### REQUIREMENT
Every line of the data below is to be given again as it appears, with the images removed.

### SUPPLIED DATA
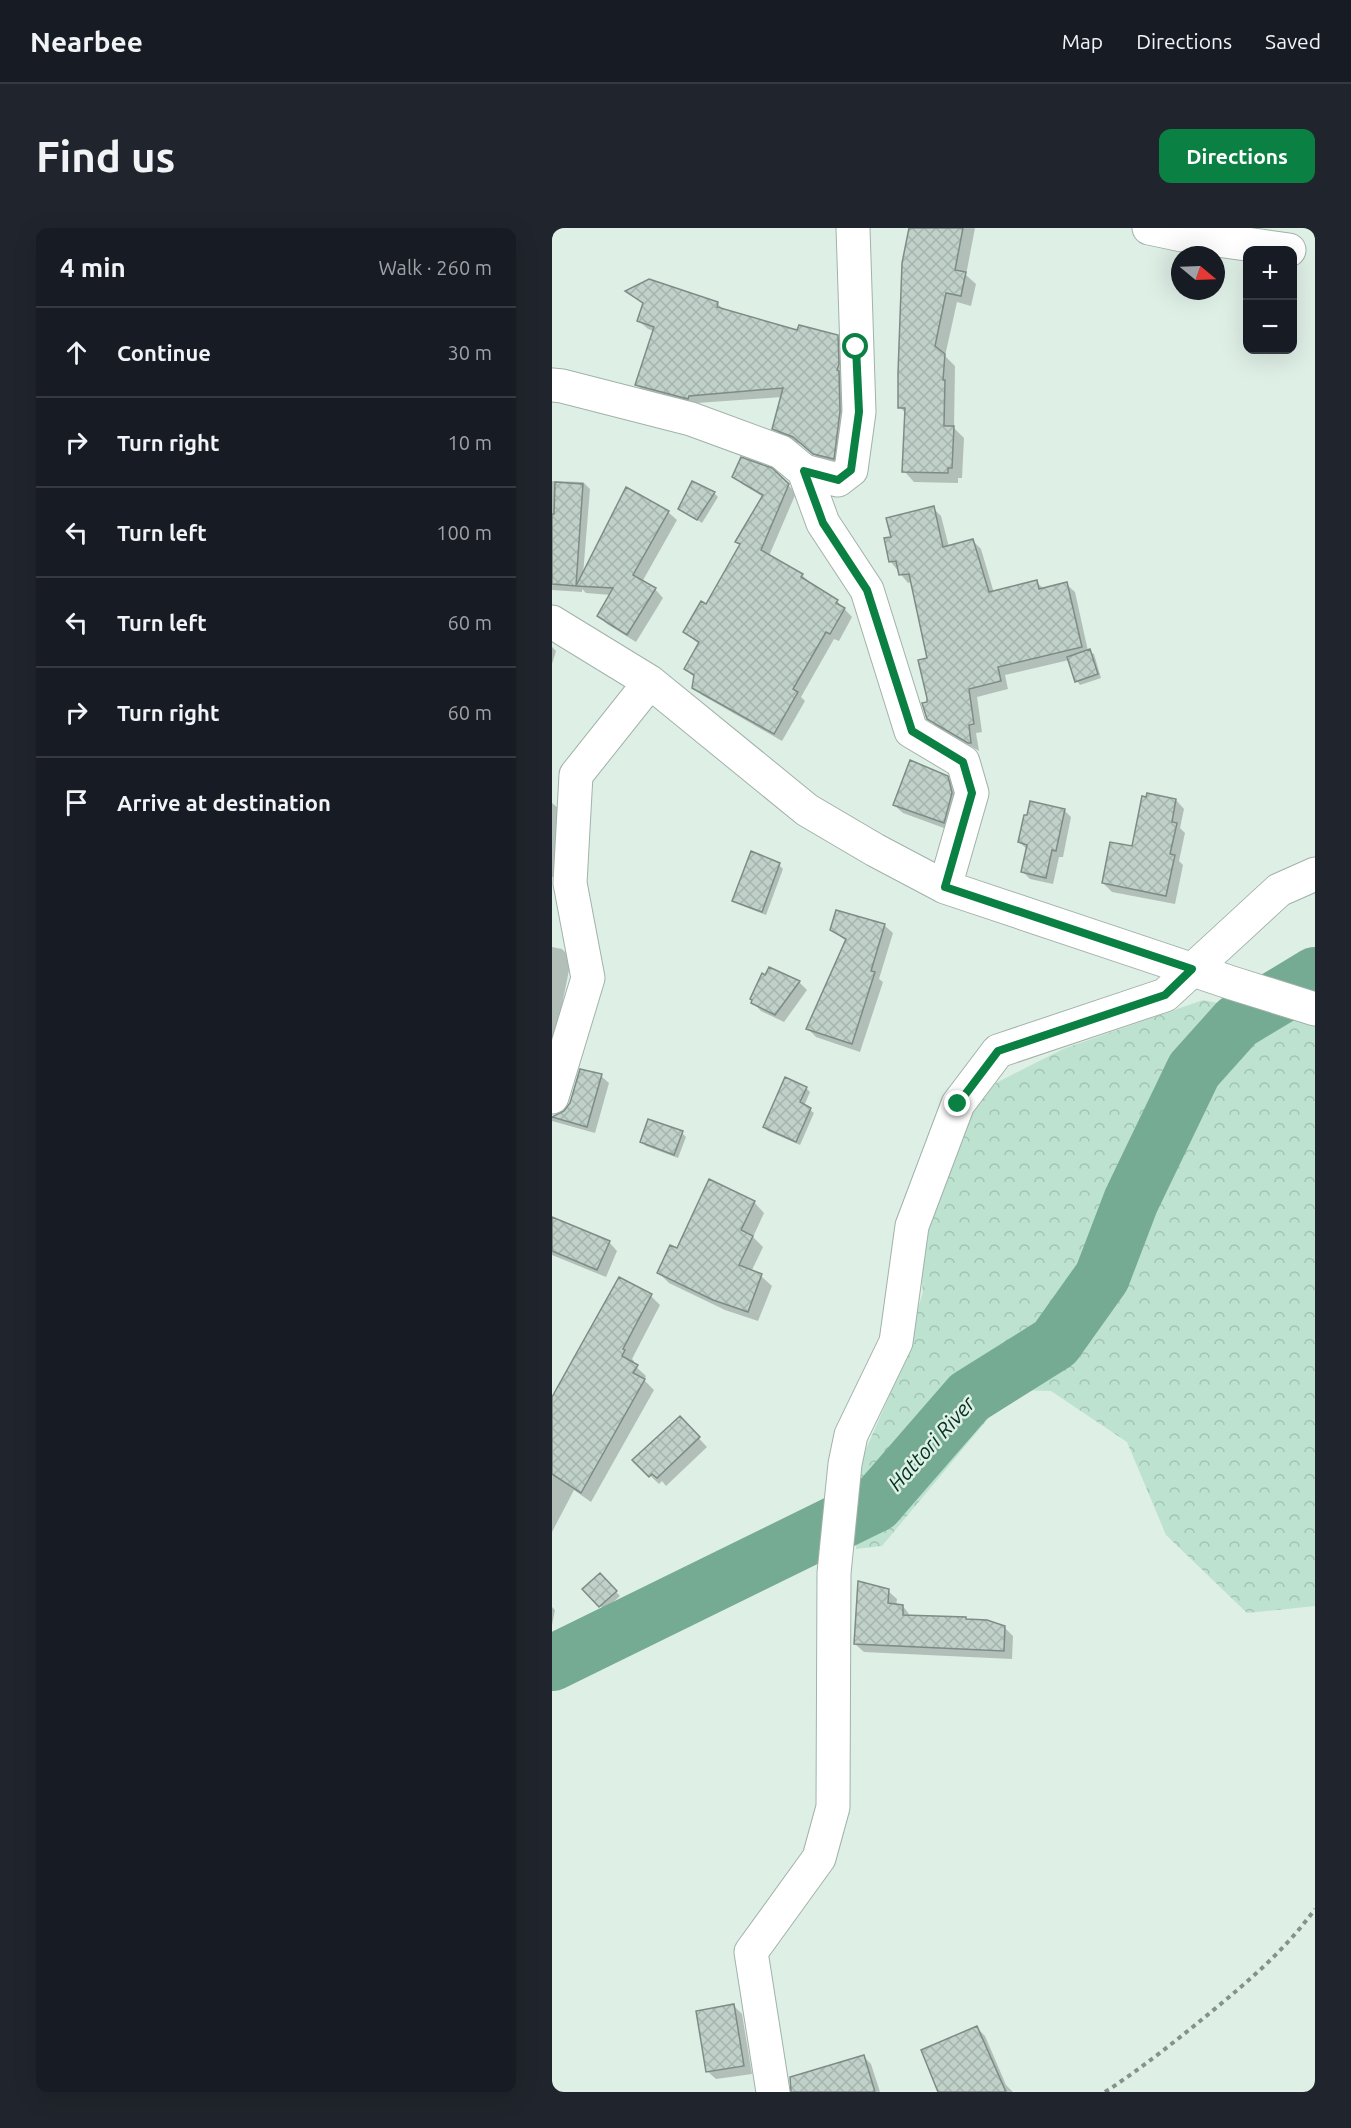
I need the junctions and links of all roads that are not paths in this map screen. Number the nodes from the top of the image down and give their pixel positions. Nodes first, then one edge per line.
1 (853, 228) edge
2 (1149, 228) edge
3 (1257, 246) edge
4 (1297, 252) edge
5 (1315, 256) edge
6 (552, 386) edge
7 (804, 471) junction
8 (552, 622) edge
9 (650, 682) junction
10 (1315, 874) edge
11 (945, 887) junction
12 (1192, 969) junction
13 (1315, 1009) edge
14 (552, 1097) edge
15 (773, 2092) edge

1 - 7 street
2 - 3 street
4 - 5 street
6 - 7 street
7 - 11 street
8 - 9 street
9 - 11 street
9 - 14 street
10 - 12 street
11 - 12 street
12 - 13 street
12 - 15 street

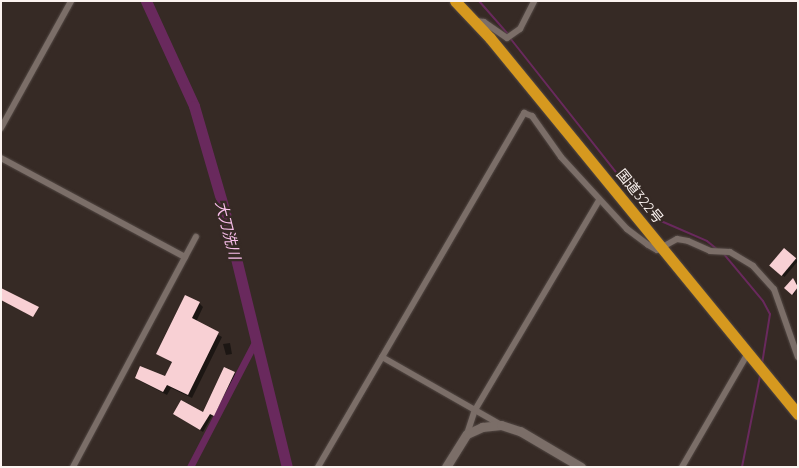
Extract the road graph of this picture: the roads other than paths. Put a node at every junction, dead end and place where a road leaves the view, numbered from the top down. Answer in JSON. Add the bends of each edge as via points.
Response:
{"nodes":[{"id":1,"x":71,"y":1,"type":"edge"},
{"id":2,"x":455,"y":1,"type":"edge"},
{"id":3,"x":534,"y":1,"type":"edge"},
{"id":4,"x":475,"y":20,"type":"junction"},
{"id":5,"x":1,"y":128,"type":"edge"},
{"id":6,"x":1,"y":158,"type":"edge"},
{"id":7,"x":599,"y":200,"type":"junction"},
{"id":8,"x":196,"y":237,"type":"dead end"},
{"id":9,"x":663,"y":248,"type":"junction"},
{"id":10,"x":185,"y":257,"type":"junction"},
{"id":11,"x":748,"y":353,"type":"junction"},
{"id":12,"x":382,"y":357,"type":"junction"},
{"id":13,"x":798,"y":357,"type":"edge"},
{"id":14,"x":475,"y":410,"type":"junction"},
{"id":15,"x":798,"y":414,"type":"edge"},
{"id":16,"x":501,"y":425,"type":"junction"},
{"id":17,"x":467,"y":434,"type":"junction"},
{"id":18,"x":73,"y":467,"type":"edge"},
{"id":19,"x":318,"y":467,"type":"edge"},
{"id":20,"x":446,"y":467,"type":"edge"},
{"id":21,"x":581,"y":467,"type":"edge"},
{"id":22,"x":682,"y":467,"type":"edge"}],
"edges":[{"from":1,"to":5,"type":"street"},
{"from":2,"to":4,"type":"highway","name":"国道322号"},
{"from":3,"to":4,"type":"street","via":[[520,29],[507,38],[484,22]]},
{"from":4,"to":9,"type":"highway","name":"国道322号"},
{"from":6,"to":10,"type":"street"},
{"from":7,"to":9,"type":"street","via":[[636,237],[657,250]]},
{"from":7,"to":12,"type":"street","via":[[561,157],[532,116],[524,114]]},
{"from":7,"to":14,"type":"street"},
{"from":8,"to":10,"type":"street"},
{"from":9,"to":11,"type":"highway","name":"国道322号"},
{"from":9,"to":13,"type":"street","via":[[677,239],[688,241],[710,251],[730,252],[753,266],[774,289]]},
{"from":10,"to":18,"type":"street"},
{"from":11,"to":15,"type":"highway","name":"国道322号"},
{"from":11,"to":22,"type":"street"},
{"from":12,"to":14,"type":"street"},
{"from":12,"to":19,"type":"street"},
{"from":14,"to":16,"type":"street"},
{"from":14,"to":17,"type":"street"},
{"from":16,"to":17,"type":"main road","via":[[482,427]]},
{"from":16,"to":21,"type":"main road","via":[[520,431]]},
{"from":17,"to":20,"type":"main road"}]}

### TASK RESPONSE
I need the junctions and links of all roads that are not paths in this map screen. Number the nodes from the top of the image down and give their pixel positions. Nodes first, then one edge per line.
1 (853, 228) edge
2 (1149, 228) edge
3 (1257, 246) edge
4 (1297, 252) edge
5 (1315, 256) edge
6 (552, 386) edge
7 (804, 471) junction
8 (552, 622) edge
9 (650, 682) junction
10 (1315, 874) edge
11 (945, 887) junction
12 (1192, 969) junction
13 (1315, 1009) edge
14 (552, 1097) edge
15 (773, 2092) edge

1 - 7 street
2 - 3 street
4 - 5 street
6 - 7 street
7 - 11 street
8 - 9 street
9 - 11 street
9 - 14 street
10 - 12 street
11 - 12 street
12 - 13 street
12 - 15 street

Extract the road graph of this picture: the roads other than paths. Put a node at every junction, dead end and place where a road leaves the view, numbered from the top down. Answer in JSON. Add the bends of each edge as via points.
Response:
{"nodes":[{"id":1,"x":71,"y":1,"type":"edge"},
{"id":2,"x":455,"y":1,"type":"edge"},
{"id":3,"x":534,"y":1,"type":"edge"},
{"id":4,"x":475,"y":20,"type":"junction"},
{"id":5,"x":1,"y":128,"type":"edge"},
{"id":6,"x":1,"y":158,"type":"edge"},
{"id":7,"x":599,"y":200,"type":"junction"},
{"id":8,"x":196,"y":237,"type":"dead end"},
{"id":9,"x":663,"y":248,"type":"junction"},
{"id":10,"x":185,"y":257,"type":"junction"},
{"id":11,"x":748,"y":353,"type":"junction"},
{"id":12,"x":382,"y":357,"type":"junction"},
{"id":13,"x":798,"y":357,"type":"edge"},
{"id":14,"x":475,"y":410,"type":"junction"},
{"id":15,"x":798,"y":414,"type":"edge"},
{"id":16,"x":501,"y":425,"type":"junction"},
{"id":17,"x":467,"y":434,"type":"junction"},
{"id":18,"x":73,"y":467,"type":"edge"},
{"id":19,"x":318,"y":467,"type":"edge"},
{"id":20,"x":446,"y":467,"type":"edge"},
{"id":21,"x":581,"y":467,"type":"edge"},
{"id":22,"x":682,"y":467,"type":"edge"}],
"edges":[{"from":1,"to":5,"type":"street"},
{"from":2,"to":4,"type":"highway","name":"国道322号"},
{"from":3,"to":4,"type":"street","via":[[520,29],[507,38],[484,22]]},
{"from":4,"to":9,"type":"highway","name":"国道322号"},
{"from":6,"to":10,"type":"street"},
{"from":7,"to":9,"type":"street","via":[[636,237],[657,250]]},
{"from":7,"to":12,"type":"street","via":[[561,157],[532,116],[524,114]]},
{"from":7,"to":14,"type":"street"},
{"from":8,"to":10,"type":"street"},
{"from":9,"to":11,"type":"highway","name":"国道322号"},
{"from":9,"to":13,"type":"street","via":[[677,239],[688,241],[710,251],[730,252],[753,266],[774,289]]},
{"from":10,"to":18,"type":"street"},
{"from":11,"to":15,"type":"highway","name":"国道322号"},
{"from":11,"to":22,"type":"street"},
{"from":12,"to":14,"type":"street"},
{"from":12,"to":19,"type":"street"},
{"from":14,"to":16,"type":"street"},
{"from":14,"to":17,"type":"street"},
{"from":16,"to":17,"type":"main road","via":[[482,427]]},
{"from":16,"to":21,"type":"main road","via":[[520,431]]},
{"from":17,"to":20,"type":"main road"}]}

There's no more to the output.